= Waggott Engineering =

Waggott Engineering was an Australian automotive engineering company which gained fame for the engines which it produced for motor sport applications from the 1950s through to the 1970s.
The company had its origins in a machine shop opened in 1948 by Merv Waggott. Initially concentrating on commercial refrigerator repairs and general engineering it later diversified into the production of after-market parts for automotive and motor sport applications. This was followed in the mid-1950s by the development and production of the Waggott TC engine. Although based on the six-cylinder Holden “Grey” motor it was extensively modified with twin overhead camshafts, a special crankshaft and three twin choke Weber carburettors. As fitted to the Centaur Waggot in which John French won the 1962 Australian GT Championship, the engine was producing 202 bhp, over three times the 62 bhp output of the standard Holden unit.

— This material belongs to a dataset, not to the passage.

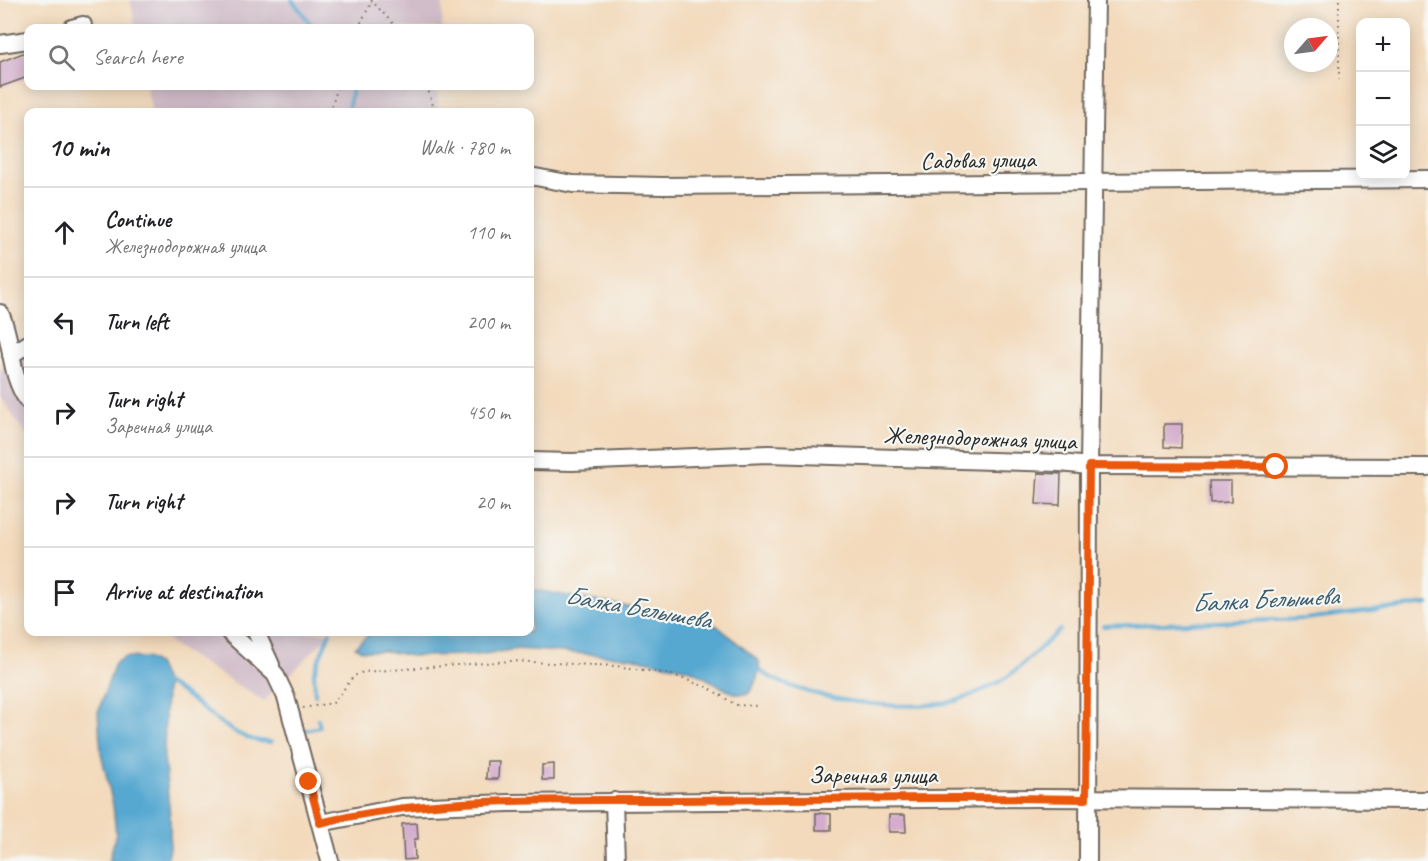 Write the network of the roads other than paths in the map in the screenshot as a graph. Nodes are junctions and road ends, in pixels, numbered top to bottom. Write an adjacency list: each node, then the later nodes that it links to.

The Waggott TC4V engine followed in 1968. This was developed from the four-cylinder Ford Cortina engine block with the addition of a new head design featuring twin overhead camshafts and four valves per cylinder. The TC4V saw success in 1600cc form in Australian Formula 2 racing and in 2000cc form in Australian Formula 1. A 1600cc variant with two valves per cylinder was produced to meet new, more restrictive Australian Formula 2 regulations which applied from 1971.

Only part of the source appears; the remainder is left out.